La recourante soutient que, par l'accord du 19 juillet 2004, son ex-mari a
engagé Y.________ SA, pour laquelle il disposait de la signature
individuelle, en même temps que lui. La convention signée entre les parties
constitue ainsi une reprise cumulative de dette, qui a pour effet de rendre
l'intimée débitrice solidaire de son administrateur unique, X.________ (art.
143 CO). Prétendre le contraire constituerait un abus de droit. Elle expose
en outre que la convention de divorce conclue le 1er décembre 2004 n'a
nullement annulé l'accord du 19 juillet précédent, qui n'avait pas qu'une
vocation provisoire mais qui engageait au contraire l'intimée pour une durée
de 10 ans. Partant, la convention litigieuse liait aussi bien la société
Y.________ SA que son ex-mari, unique détenteur de celle-ci.

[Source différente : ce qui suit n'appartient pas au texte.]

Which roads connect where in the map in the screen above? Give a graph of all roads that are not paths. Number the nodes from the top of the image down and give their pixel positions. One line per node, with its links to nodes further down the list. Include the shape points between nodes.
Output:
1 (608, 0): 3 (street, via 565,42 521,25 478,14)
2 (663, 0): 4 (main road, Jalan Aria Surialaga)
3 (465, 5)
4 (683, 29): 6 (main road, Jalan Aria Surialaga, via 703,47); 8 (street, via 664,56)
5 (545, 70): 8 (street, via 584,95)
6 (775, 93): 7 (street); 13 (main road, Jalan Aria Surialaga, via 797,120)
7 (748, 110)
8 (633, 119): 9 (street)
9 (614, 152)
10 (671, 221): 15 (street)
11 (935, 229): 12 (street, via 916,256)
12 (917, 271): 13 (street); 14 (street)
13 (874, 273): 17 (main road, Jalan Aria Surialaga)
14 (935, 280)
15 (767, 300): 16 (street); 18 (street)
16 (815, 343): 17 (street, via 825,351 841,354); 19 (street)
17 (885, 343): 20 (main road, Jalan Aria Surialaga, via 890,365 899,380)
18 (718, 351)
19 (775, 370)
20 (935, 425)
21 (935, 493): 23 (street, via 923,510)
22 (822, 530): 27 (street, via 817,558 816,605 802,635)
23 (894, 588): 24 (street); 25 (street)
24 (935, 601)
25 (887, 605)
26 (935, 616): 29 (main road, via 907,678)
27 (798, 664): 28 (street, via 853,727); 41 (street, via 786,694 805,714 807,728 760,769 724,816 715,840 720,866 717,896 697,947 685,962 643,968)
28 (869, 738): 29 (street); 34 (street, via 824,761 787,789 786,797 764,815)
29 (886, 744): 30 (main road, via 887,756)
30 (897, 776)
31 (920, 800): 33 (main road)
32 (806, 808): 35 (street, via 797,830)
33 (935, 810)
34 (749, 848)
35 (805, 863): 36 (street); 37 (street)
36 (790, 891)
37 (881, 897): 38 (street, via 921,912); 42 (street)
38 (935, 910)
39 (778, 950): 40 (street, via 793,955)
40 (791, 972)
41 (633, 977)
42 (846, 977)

3.2 Pour interpréter une clause contractuelle selon le principe de la
confiance, il faut rechercher le sens que chacune des parties pouvait et
devait raisonnablement prêter aux déclarations de volonté de l'autre, en
tenant compte des termes utilisés ainsi que du contexte et de l'ensemble des
circonstances dans lesquelles elles ont été émises (ATF 128 III 265 consid.
3a p. 267; 127 III 444 consid. 1b p. 445).
Selon l'art. 111 CO, le porte-fort promet au stipulant le fait d'un tiers et
s'engage à lui payer des dommages-intérêts si ce tiers ne s'exécute pas. Dans
un tel contrat, la validité de la promesse n'est pas subordonnée à
l'existence d'une obligation à la charge du tiers (ATF 111 II 276 consid. 2b
p. 279; cf. aussi ATF 113 II 434 consid. 2b p. 437). Quant à la reprise
cumulative de dette, elle résulte notamment du contrat qu'un créancier passe
avec un tiers et en vertu duquel celui-ci reprend solidairement la dette.
Cette reprise cumulative peut avoir lieu dès la naissance de l'obligation
entre le débiteur et le créancier ou postérieurement, lorsque le tiers
déclare adhérer à la dette (Gauch/Schluep/Rey, Schweizerisches
Obligationenrecht, Allgemeiner Teil, vol. II, 8e éd., n. 3841/3842; Engel,
Traité des obligations en droit suisse, 2e éd., p. 903). L'engagement
solidaire naît lorsque le garant déclare au créancier qu'il pourra être
recherché au même titre et pour les mêmes prestations que le débiteur; ce
dernier et le garant sont alors tenus solidairement selon l'art. 143 al. 1 CO
(ATF 129 III 702 consid. 2.1 p. 704).

3.3 L'engagement litigieux indique expressément que certaines prestations
pécuniaires doivent être effectuées par Y.________ SA. Il ne faut cependant
pas perdre de vue que le cocontractant de la recourante est son ex-mari.
Contrairement à ce qu'elle prétend, ce contrat, interprété selon le principe
de la confiance, ne présente pas les caractéristiques d'une reprise
cumulative de dette. En effet, il n'exprime pas la volonté de X.________ de
s'engager solidairement aux côtés de l'intimée, quand bien même il en était
le seul détenteur, avec signature individuelle. A cet égard, il convient de
relever que cette convention a été qualifiée de privée, qu'elle a été conclue
dans le cadre du divorce des parties et qu'elle ne contient aucune indication
qui permettrait de penser que X.________ l'a signée non seulement à titre
personnel, mais aussi en tant que représentant de l'intimée. Il faut en
déduire que le contrat en question ne pouvait pas obliger Y.________ SA.
Autrement dit, c'est en son nom propre que X.________ a conclu cette
convention avec la recourante. Selon les constatations du jugement attaqué,
un tel engagement de la société envers la recourante ne résulte pas non plus
du dossier. Dans ces circonstances, la recourante pouvait et devait
comprendre l'accord en question en ce sens que X.________ lui promettait que
Y.________ SA lui verserait les prestations pécuniaires mentionnées dans le
contrat du 19 juillet 2004. Il est ainsi vraisemblable de considérer, à ce
stade, qu'on est en présence d'un porte-fort, régi par l'art. 111 CO,
X.________ n'ayant pas déclaré engager solidairement la société.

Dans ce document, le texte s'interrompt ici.